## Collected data
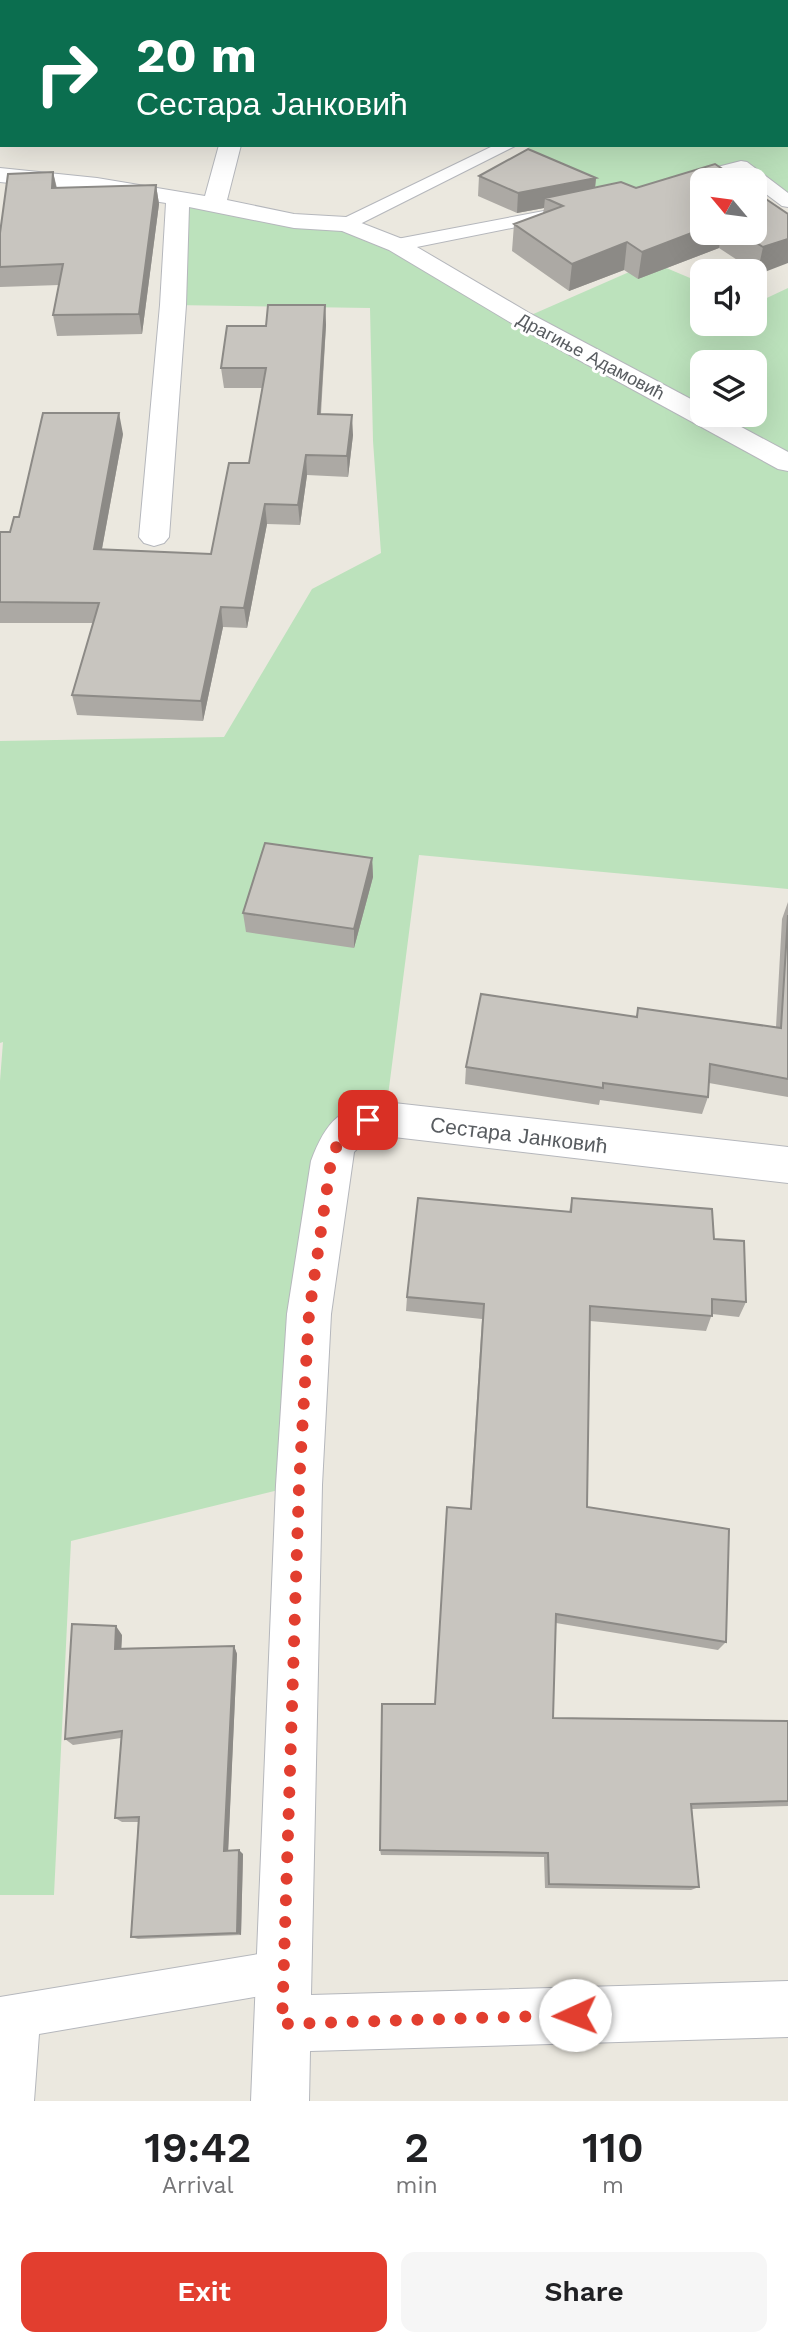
<!DOCTYPE html>
<meta charset="utf-8">
<style>
body{margin:0;font-family:"Work Sans",sans-serif;background:#f6f6f6;color:#202124;height:100vh;display:flex;flex-direction:column;font-size:26px;white-space:nowrap}
*{box-sizing:border-box;margin:0}
p{font-size:23px;color:#757577}
.icon{flex:none;width:38px;height:38px;fill:none;stroke:currentColor;stroke-width:2;stroke-linecap:round;stroke-linejoin:round}
.map{position:relative;height:2101px;overflow:hidden}
.details{display:flex;flex-direction:column;background:#fff;flex:1}
.details>*{flex:none}
.banner{position:absolute;left:0px;top:0px;width:789px;height:147px;box-shadow:0 7px 28px #0002;background:#0b6e4f;color:#fff;overflow:hidden}
.needle{width:46px;rotate:299deg}
.tools{position:absolute;left:690px;top:168px;display:grid;gap:14px}
.tools a{display:grid;place-items:center;width:77px;height:77px;border-radius:14px;background:#fff;box-shadow:0 7px 28px #0002;font-size:35px}
.pin{position:absolute;display:grid;place-items:center;width:60px;height:60px;color:#fff;margin:-30px;border-radius:14px;box-shadow:0 4px 10px #0006}
.me{position:absolute;width:77px;margin:-38px;rotate:268deg;stroke-linejoin:round;filter:drop-shadow(0 0 5px #0008)}
.turn{display:flex;align-items:center;gap:24px;height:147px;padding:0 21px;font-size:32px}
.turn .icon{width:91px;height:91px;stroke-width:2.5}
.turn b{display:block;font-size:49px;line-height:60px}
.eta{display:flex;justify-content:space-evenly;align-items:center;height:119px;text-align:center}
.eta b{font-size:42px;font-weight:600;line-height:49px}
.action{display:flex;gap:14px;margin-top:auto;padding:14px 21px}
.action a{flex:1;height:80px;border-radius:14px;background:#e23e2f;color:#fff;font-size:28px;font-weight:600;line-height:80px;text-align:center}
.action a+a{background:#f6f6f6;color:#202124}
.map>svg:first-child{display:block}
.green{fill:#bce2bc}
.lines{fill:none;stroke-linecap:round;stroke-linejoin:round}
.lane-casing{stroke:#b5b7bc;stroke-width:2}
.street-casing{stroke:#b5b7bc;stroke-width:2}
.lane{fill:#fff;fill-rule:evenodd}
.street{fill:#fff;fill-rule:evenodd}
.wall{fill:#aca9a4}
.shaded-wall{fill:#8c8a86}
.building{fill:#c8c5bf;stroke:#8c8a86;stroke-width:2}
.route{stroke:#e23e2f;stroke-width:12;stroke-dasharray:0 21.6}
.labels{text-anchor:middle;dominant-baseline:central;stroke-width:6;stroke-linejoin:round;paint-order:stroke}
.far-street-label{font-size:18px;fill:#585c60;stroke:#fff}
.street-label{font-size:21px;fill:#585c60;stroke:#fff}
</style>
<div class="map">
<svg width="788" height="2101" viewBox="0 0 788 2101">
<rect width="100%" height="100%" fill="#ebe8df"/>
<path class="green" d="M 788,139 L 788,202 L 740,166 L 606,204 L 525,145 L 788,145 Z
M 178,198 L 346,224 L 522,319 L 652,262 L 702,283 L 702,324 L 754,324 L 754,304 L 788,288 L 788,458 L 705,415 L 754,415 L 754,362 L 702,362 L 702,413 L 631,376 L 788,463 L 788,889 L 419,855 L 385,1119 L 351,1126 L 299,1485 L 71,1541 L 54,1895 L 0,1895 L 0,1081 L 3,1042 L 0,1043 L 0,741 L 224,737 L 312,589 L 381,553 L 373,441 L 370,308 L 173,305 Z"/>
<g class="lines">
<g class="lane-casing">
<path id="lane" d="M 495,145 L 517,145 L 352,228 L 346,229 L 337,224 L 340,220 Z
M 741,161 L 747,162 L 788,193 L 788,207 L 782,206 L 754,185 L 754,180 L 749,180 L 738,172 L 684,186 L 675,181 L 678,177 Z
M 565,207 L 571,208 L 574,212 L 571,216 L 397,251 L 388,245 L 397,239 Z
M 283,1950 L 298,1956 L 304,1971 L 298,1986 L 283,1992 L 39,2034 L 34,2101 L 0,2101 L 0,1997 Z"/>
</g>
<g class="street-casing">
<path id="street" d="M 401,0 L 429,0 L 399,2 Z
M 219,145 L 241,145 L 227,200 L 294,214 L 346,217 L 405,240 L 531,314 L 702,405 L 702,415 L 719,415 L 788,452 L 788,471 L 778,469 L 513,324 L 389,250 L 342,231 L 294,228 L 189,207 L 186,305 L 169,537 L 164,543 L 154,546 L 144,543 L 139,537 L 160,305 L 166,203 L 97,192 L 0,182 L 0,168 L 97,178 L 205,196 Z
M 385,1102 L 788,1147 L 788,1183 L 385,1136 L 368,1138 L 354,1152 L 331,1314 L 322,1485 L 311,1995 L 788,1981 L 788,2037 L 310,2051 L 309,2101 L 251,2101 L 276,1485 L 287,1314 L 311,1161 C 326,1121 341,1105 385,1102 Z"/>
</g>
<use href="#lane" class="lane"/>
<use href="#street" class="street"/>
</g>
<path class="wall" d="M 107,0 L 219,0 L 218,2 L 114,2 Z
M 258,0 L 391,0 L 392,2 L 269,2 Z
M 559,0 L 736,0 L 738,2 L 561,2 Z
M 0,1 L 2,2 L 2,112 L 0,112 Z
M 53,172 L 57,188 L 156,185 L 159,204 L 142,334 L 57,336 L 53,315 L 59,285 L 0,287 L 0,233 Z
M 479,176 L 596,178 L 595,187 L 702,233 L 754,233 L 788,214 L 757,275 L 754,271 L 719,248 L 638,279 L 624,270 L 569,291 L 512,251 L 514,224 L 543,213 L 544,208 L 517,213 L 478,196 Z
M 325,305 L 326,325 L 321,414 L 353,435 L 348,477 L 307,475 L 300,525 L 267,524 L 247,628 L 223,627 L 203,721 L 77,715 L 72,695 L 93,623 L 0,623 L 0,532 L 10,532 L 19,517 L 123,434 L 102,549 L 211,554 L 249,463 L 262,388 L 224,388 L 221,368 L 266,326 Z
M 372,858 L 373,877 L 354,948 L 246,932 L 243,913 Z
M 788,902 L 788,1097 L 709,1083 L 708,1097 L 702,1114 L 600,1100 L 599,1105 L 465,1084 L 466,1067 L 636,1017 L 638,1008 L 776,1027 L 782,919 Z
M 572,1198 L 714,1239 L 746,1302 L 739,1317 L 712,1314 L 706,1331 L 590,1321 L 587,1507 L 726,1642 L 718,1650 L 556,1623 L 553,1718 L 788,1721 L 788,1806 L 692,1809 L 699,1887 L 691,1890 L 545,1888 L 544,1857 L 381,1855 L 380,1850 L 435,1704 L 446,1518 L 470,1509 L 482,1319 L 406,1311 L 407,1297 L 569,1212 Z
M 122,1635 L 121,1648 L 234,1646 L 237,1654 L 228,1850 L 243,1854 L 241,1935 L 138,1939 L 131,1937 L 138,1822 L 122,1822 L 115,1818 L 121,1738 L 73,1745 L 65,1739 Z"/>
<path class="shaded-wall" d="M 204,0 L 219,0 L 218,2 L 203,2 Z
M 53,172 L 57,191 L 52,188 Z
M 596,178 L 594,198 L 545,198 L 544,208 L 517,213 L 518,193 Z
M 156,185 L 159,204 L 142,334 L 139,314 Z
M 702,229 L 702,233 L 721,233 L 719,248 L 638,279 L 642,252 Z
M 788,239 L 788,263 L 757,275 L 763,247 Z
M 627,242 L 624,270 L 569,291 L 572,264 Z
M 325,305 L 326,325 L 319,434 L 318,414 Z
M 119,413 L 123,434 L 98,570 L 94,549 Z
M 352,415 L 353,435 L 348,477 L 347,456 Z
M 306,455 L 307,475 L 300,525 L 298,505 Z
M 265,504 L 267,524 L 247,628 L 244,608 Z
M 221,607 L 223,627 L 203,721 L 201,701 Z
M 372,858 L 373,877 L 354,948 L 354,929 Z
M 116,1626 L 122,1635 L 121,1657 L 115,1649 Z
M 234,1646 L 237,1654 L 228,1855 L 224,1851 Z
M 239,1850 L 243,1854 L 241,1935 L 237,1933 Z"/>
<path class="building" d="M 0,0 L 40,0 L 40,2 L 2,2 L 2,93 L 0,93 Z
M 174,0 L 204,0 L 203,2 L 181,2 Z
M 363,0 L 391,0 L 392,2 L 361,2 Z
M 578,0 L 736,0 L 738,2 L 579,2 Z
M 528,149 L 596,178 L 518,193 L 479,176 Z
M 715,164 L 739,180 L 702,180 L 702,229 L 642,252 L 627,242 L 572,264 L 514,224 L 563,206 L 545,198 L 621,182 L 636,188 Z
M 53,172 L 52,188 L 156,185 L 139,314 L 53,315 L 63,264 L 0,267 L 0,233 L 8,174 Z
M 754,191 L 788,214 L 788,239 L 763,247 L 741,233 L 754,233 Z
M 268,305 L 325,305 L 318,414 L 352,415 L 347,456 L 306,455 L 298,505 L 265,504 L 244,608 L 221,607 L 201,701 L 72,695 L 99,603 L 0,602 L 0,532 L 10,532 L 14,517 L 19,517 L 43,413 L 119,413 L 94,549 L 211,554 L 229,463 L 249,463 L 266,368 L 221,368 L 227,326 L 266,326 Z
M 265,843 L 372,858 L 354,929 L 243,913 Z
M 788,915 L 788,1079 L 710,1064 L 708,1097 L 603,1083 L 603,1088 L 466,1067 L 481,994 L 637,1017 L 638,1008 L 781,1028 Z
M 418,1198 L 571,1212 L 572,1198 L 712,1209 L 714,1239 L 744,1241 L 746,1302 L 712,1299 L 712,1316 L 590,1306 L 587,1507 L 729,1529 L 726,1642 L 556,1614 L 553,1718 L 788,1721 L 788,1801 L 691,1804 L 699,1887 L 549,1884 L 548,1853 L 380,1850 L 382,1704 L 435,1704 L 447,1507 L 471,1509 L 484,1304 L 407,1297 Z
M 72,1624 L 116,1626 L 115,1649 L 234,1646 L 224,1851 L 239,1850 L 237,1933 L 131,1937 L 139,1817 L 115,1818 L 122,1731 L 65,1739 Z"/>
<g class="lines">
<path class="route" d="M 368,1120 C 347,1128 338,1138 331,1161 L 309,1314 L 299,1485 L 282,2024 L 575,2015"/>
</g>
<g class="labels">
<g class="far-street-label">
<text transform="translate(591 356) rotate(28)">Драгиње Адамовић</text>
</g>
<g class="street-label">
<text transform="translate(519 1135) rotate(7)">Сестара Јанковић</text>
</g>
</g>
</svg>
<div class="tools">
<a><svg class="needle" viewBox="-14 -14 28 28"><path d="M0-13l5 13h-10z" fill="#e53935"/><path d="M0 13l5-13h-10z" fill="#757577"/></svg></a>
<a><svg class="icon" aria-label="sound" viewBox="0 0 24 24"><path d="M4 9h4l5-4v14l-5-4H4zM17 9q2 3 0 6"/></svg></a>
<a><svg class="icon" aria-label="layers" viewBox="0 0 24 24"><path d="M12 4l9 5-9 5-9-5zM3 14l9 5 9-5"/></svg></a>
</div>
<div class="pin" style="left:368px;top:1120px;background:#d93025"><svg class="icon" aria-label="arrive" viewBox="0 0 24 24"><path d="M6 21V4h12l-3 4 3 4H6"/></svg></div>
<svg class="me" style="left:575px;top:2015px" viewBox="-20 -20 40 40"><circle r="19" fill="#fff"/><path d="M0-13L10 11 0 6-10 11z" fill="#e23e2f"/></svg>
<div class="banner">
<div class="turn"><svg class="icon" aria-label="right" viewBox="0 0 24 24"><path d="M7 20v-9h11M14 6l5 5-5 5"/></svg><div><b>20 m</b>Сестара Јанковић</div></div>
</div>
</div>
<section class="details">
<div class="eta">
<div><b>19:42</b><p>Arrival</p></div>
<div><b>2</b><p>min</p></div>
<div><b>110</b><p>m</p></div>
</div>
<div class="action"><a>Exit</a><a>Share</a></div>
</section>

## Task brief
Within the entries, find all lines that contain "lane" and copy each one.

## Result of the task
.lane-casing{stroke:#b5b7bc;stroke-width:2}
.lane{fill:#fff;fill-rule:evenodd}
<g class="lane-casing">
<path id="lane" d="M 495,145 L 517,145 L 352,228 L 346,229 L 337,224 L 340,220 Z
<use href="#lane" class="lane"/>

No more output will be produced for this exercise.